Знает ли читатель, что такое значит «пять минут»? Конечно, знает. Нет того русского человека, который многократно не отсчитал бы эти «пять минут», сидя в приемной, в ожидании нужного человека. Но вот наконец нужный человек появился в дверях, – сказал мимоходом два-три слова, – и всё забыто. Теперь помножьте эти пять минут на часы, на сутки, месяцы, на год, – что это такое? Сидишь и смотришь, как одна минута ползет за другой. Вот наконец доползла; начинаются следующие пять минут… ужасно! Нечто подобное должен испытать сидящий в одиночном заключении…
Что привело меня к этому положению? – на этот вопрос не обинуясь и уверенно отвечаю: писательство. Ах, это писательское ремесло! Это не только мука, но целый душевный ад. Капля по капле сочится писательская кровь, прежде нежели попадет под печатный станок. Чего со мною не делали! И вырезывали, и урезывали, и перетолковывали, и целиком запрещали, и всенародно объявляли, что я – вредный, вредный, вредный. Трудно поверить, а в провинции власть имущие делали гримасы, встретив где-нибудь мою книгу. «Каким образом этот „вредный“ писатель попал сюда?» – вот вопрос, который считался самым натуральным относительно моих сочинений, встреченных где-нибудь в библиотеке или в клубе.

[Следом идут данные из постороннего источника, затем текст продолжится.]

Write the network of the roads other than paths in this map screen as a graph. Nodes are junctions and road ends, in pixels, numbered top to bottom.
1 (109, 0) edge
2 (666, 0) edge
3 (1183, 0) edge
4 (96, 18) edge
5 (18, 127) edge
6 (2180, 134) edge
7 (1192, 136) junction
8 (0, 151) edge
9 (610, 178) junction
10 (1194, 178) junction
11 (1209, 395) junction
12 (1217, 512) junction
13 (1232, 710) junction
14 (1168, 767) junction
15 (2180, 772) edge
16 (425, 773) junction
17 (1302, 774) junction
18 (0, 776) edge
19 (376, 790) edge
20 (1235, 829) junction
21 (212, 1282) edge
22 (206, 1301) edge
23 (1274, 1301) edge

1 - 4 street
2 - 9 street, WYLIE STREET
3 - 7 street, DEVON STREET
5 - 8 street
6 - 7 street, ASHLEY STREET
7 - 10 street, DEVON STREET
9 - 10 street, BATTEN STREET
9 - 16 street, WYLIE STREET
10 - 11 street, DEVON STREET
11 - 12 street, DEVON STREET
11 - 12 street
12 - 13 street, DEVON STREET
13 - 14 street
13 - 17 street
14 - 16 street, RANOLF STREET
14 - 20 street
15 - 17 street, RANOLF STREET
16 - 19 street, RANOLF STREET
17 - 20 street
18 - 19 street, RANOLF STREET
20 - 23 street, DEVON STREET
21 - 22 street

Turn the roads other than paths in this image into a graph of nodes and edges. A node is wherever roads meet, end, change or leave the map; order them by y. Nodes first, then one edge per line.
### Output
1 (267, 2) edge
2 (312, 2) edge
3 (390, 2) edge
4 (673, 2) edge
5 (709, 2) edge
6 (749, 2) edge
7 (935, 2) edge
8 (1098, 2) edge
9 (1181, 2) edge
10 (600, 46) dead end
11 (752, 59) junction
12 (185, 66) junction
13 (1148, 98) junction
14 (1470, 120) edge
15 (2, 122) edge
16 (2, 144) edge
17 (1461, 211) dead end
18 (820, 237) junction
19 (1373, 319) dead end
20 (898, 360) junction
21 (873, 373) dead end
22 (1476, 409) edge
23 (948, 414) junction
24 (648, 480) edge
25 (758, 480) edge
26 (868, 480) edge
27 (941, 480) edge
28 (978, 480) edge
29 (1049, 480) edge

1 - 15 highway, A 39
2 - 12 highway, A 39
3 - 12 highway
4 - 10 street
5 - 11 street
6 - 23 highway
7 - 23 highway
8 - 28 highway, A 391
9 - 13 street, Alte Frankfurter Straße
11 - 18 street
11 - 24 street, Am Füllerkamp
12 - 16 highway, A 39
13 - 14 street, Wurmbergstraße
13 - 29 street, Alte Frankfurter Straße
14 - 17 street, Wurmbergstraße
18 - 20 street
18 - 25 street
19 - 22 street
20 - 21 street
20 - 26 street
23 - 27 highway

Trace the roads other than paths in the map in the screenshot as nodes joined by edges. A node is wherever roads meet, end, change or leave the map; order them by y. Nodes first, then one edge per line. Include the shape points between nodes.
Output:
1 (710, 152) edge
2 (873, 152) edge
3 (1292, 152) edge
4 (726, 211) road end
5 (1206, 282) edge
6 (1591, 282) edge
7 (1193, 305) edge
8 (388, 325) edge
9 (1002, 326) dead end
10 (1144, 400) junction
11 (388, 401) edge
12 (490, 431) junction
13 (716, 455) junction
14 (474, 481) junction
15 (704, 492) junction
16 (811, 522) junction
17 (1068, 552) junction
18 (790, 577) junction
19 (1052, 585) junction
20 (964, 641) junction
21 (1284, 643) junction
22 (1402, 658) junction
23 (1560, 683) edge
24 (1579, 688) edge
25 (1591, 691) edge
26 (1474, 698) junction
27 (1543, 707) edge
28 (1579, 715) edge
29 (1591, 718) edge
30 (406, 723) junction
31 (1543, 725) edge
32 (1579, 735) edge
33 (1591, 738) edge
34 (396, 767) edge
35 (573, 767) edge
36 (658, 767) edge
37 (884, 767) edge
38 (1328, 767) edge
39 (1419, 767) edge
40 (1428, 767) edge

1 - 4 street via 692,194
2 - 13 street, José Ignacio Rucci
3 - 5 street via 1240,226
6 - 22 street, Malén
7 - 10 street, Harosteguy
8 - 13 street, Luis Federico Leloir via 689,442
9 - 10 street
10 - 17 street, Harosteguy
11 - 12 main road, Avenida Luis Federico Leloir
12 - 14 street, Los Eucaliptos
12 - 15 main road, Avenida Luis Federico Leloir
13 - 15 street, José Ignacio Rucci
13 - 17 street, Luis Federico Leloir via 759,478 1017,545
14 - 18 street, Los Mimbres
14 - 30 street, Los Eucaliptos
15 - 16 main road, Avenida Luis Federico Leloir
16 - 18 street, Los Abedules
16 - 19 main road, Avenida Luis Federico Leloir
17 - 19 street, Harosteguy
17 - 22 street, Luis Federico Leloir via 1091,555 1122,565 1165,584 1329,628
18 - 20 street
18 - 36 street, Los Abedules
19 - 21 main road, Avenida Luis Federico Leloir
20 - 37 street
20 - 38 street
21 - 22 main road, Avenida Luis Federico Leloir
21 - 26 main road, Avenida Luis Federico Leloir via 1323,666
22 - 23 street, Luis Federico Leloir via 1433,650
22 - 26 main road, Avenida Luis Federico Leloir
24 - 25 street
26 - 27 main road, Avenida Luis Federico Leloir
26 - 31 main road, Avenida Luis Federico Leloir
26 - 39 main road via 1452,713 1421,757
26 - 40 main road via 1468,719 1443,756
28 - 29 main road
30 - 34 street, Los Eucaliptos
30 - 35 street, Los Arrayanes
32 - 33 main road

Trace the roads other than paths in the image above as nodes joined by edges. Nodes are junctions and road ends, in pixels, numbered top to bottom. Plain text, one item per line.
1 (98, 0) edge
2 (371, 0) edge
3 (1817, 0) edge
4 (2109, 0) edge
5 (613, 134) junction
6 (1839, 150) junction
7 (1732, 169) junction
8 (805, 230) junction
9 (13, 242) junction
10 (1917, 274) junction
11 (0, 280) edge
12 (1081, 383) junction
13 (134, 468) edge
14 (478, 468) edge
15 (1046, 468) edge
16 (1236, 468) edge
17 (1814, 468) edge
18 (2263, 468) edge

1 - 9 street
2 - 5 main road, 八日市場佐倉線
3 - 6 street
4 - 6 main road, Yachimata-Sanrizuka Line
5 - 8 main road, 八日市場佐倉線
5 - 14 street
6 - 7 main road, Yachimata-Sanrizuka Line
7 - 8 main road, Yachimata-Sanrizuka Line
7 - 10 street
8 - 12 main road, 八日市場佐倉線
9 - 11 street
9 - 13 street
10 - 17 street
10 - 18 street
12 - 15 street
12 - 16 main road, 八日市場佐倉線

Один газетчик, которому я немало помог своим сотрудничеством при начале его журнального поприща, теперь прямо называет меня не только вредным, но паскудным писателем. Мало того: в родном городе некто пожертвовал в местный музей мой бюст. Стоял-стоял этот бюст год или два благополучно – и вдруг его куда-то вынесли. Оказалось, что я – вредный…
Надеюсь, что этого достаточно для самой богатой надгробной эпитафии…
Итак, я провел лето в Финляндии. Финляндия – это та самая страна, где, по свидетельству Пушкина, жила злая волшебница Наина и добрый волшебник Финн. Финн долго боролся с Наиной, но потом махнул рукой и уехал в Швейцарию доить симментальских коров. Наина осталась одна, и сколько она делает всяких пакостей своему отечеству – этого ни в сказке сказать, ни пером описать. Наводит тучи, из которых, в продолжение целых месяцев, льют дожди; наполняет страну ветрами, наворачивает камни на камни, зарывает деревни на восемь месяцев в снега и, наконец, в последнее время выслала сюда тьму-тьмущую русских пионеров.